▶ **What you are asked to do**
Everything from the line that contains "min</h1><p>330 m ·" through the final line of the records should be written out exactly, and nothing outside that span.

▶ **The records**
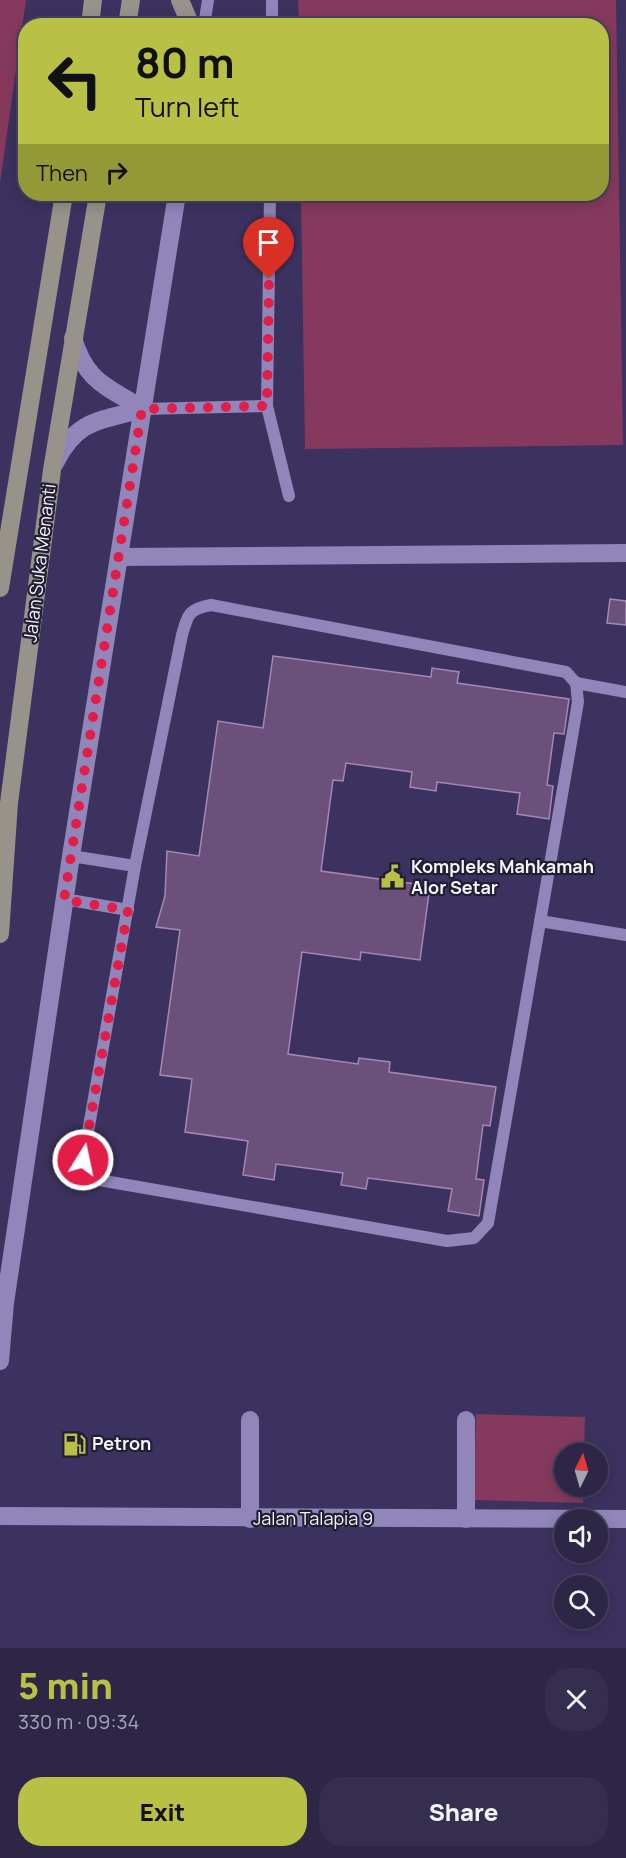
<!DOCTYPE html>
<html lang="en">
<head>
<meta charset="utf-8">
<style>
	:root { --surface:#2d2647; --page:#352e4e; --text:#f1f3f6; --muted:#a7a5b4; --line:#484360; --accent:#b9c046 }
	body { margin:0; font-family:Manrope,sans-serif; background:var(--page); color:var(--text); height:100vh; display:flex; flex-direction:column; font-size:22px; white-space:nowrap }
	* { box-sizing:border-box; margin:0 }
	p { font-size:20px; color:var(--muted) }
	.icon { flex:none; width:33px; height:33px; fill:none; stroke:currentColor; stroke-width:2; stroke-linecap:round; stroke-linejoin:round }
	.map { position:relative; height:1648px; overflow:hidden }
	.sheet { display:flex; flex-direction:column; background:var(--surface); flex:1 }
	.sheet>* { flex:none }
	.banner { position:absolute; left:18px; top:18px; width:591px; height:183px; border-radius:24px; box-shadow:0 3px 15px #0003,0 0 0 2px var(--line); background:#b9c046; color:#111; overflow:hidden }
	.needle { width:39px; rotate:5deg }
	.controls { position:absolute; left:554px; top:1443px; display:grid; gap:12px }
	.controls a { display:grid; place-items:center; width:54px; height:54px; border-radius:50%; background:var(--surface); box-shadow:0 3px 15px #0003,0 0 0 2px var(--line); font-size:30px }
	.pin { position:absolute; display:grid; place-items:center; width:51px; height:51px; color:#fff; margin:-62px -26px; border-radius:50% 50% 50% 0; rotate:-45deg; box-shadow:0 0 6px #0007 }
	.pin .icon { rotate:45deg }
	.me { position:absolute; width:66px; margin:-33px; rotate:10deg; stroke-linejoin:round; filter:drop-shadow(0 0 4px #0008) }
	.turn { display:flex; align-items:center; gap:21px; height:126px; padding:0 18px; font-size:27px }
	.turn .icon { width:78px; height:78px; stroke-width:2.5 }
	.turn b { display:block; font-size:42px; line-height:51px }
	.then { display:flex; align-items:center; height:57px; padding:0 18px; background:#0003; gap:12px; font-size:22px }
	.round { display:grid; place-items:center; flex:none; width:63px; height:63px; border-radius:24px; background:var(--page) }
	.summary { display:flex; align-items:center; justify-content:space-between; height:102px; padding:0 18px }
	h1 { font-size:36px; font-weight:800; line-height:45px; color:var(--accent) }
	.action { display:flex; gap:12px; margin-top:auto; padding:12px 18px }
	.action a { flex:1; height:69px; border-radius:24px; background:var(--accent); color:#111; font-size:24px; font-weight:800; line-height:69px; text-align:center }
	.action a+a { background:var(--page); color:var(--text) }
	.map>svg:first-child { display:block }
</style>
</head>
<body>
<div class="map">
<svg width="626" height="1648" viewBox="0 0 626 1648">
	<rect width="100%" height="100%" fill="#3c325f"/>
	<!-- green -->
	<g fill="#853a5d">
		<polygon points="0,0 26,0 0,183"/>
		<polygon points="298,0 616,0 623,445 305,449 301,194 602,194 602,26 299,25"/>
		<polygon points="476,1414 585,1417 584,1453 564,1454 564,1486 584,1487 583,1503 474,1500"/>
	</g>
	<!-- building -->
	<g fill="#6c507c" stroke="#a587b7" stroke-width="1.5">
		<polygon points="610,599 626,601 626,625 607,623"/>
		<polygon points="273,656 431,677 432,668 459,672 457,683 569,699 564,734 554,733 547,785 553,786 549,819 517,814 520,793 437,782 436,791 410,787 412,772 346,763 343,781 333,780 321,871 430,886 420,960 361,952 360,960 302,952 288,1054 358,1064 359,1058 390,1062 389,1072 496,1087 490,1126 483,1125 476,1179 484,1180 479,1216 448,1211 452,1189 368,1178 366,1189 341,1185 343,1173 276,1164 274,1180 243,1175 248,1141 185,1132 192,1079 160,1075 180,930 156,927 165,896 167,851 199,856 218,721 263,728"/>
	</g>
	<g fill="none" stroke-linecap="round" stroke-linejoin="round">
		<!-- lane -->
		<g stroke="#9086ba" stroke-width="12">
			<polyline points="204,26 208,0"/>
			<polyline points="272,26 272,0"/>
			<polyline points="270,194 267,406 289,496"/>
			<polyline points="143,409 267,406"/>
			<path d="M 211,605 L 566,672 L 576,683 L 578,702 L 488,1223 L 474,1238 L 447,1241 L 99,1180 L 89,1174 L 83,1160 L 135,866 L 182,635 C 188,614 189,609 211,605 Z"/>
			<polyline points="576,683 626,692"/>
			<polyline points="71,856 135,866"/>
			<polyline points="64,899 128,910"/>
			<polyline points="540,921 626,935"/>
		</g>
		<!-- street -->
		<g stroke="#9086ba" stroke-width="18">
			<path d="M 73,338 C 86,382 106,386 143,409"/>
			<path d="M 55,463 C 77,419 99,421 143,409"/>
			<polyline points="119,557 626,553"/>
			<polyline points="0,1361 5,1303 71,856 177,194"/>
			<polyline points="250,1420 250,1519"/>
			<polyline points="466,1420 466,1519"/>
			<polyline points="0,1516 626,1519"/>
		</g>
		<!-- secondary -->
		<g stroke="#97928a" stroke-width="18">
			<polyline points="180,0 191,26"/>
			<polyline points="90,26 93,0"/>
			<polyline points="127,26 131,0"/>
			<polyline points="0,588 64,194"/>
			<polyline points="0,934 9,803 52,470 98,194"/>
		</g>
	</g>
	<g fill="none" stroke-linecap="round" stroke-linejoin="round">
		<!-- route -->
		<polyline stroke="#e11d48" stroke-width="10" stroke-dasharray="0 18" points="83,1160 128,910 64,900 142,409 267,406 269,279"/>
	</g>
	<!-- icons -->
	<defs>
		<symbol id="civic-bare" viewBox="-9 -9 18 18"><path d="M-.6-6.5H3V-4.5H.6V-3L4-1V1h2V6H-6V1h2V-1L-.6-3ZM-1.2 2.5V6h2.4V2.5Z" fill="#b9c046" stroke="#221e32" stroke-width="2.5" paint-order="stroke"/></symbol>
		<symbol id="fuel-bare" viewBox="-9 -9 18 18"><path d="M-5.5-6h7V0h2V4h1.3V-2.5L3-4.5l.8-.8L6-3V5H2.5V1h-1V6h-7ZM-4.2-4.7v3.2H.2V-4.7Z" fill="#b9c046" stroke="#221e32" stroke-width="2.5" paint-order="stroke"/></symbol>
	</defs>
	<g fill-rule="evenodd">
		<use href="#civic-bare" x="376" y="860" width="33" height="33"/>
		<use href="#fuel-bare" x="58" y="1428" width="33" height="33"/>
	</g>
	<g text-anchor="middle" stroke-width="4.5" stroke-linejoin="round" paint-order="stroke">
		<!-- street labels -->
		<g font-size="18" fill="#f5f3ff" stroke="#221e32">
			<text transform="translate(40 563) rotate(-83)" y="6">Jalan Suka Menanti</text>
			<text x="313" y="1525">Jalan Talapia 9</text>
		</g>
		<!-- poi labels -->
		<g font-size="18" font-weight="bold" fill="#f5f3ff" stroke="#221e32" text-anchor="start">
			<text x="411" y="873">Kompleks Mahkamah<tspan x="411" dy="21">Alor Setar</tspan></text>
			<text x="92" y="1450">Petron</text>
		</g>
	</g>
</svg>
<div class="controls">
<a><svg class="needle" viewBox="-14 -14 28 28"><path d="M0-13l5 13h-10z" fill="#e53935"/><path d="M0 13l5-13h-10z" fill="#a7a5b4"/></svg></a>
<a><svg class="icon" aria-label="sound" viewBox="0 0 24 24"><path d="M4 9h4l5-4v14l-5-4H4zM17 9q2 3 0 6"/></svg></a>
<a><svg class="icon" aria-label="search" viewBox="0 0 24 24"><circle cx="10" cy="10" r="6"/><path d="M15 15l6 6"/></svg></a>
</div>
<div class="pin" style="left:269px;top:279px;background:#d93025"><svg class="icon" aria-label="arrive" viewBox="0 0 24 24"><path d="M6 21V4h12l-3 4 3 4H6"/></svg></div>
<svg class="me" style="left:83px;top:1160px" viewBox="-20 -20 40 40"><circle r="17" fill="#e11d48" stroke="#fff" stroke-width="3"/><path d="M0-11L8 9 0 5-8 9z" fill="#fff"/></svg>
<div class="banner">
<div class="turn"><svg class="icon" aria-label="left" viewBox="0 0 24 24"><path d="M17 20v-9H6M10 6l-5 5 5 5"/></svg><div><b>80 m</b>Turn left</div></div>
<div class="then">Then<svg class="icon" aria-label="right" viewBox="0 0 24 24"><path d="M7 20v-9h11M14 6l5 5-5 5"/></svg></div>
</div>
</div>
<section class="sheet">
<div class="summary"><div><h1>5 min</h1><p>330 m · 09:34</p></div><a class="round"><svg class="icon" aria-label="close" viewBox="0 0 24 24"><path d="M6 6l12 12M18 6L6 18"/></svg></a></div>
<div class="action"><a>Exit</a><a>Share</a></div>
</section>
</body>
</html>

▶ **Answer for the task**
<div class="summary"><div><h1>5 min</h1><p>330 m · 09:34</p></div><a class="round"><svg class="icon" aria-label="close" viewBox="0 0 24 24"><path d="M6 6l12 12M18 6L6 18"/></svg></a></div>
<div class="action"><a>Exit</a><a>Share</a></div>
</section>
</body>
</html>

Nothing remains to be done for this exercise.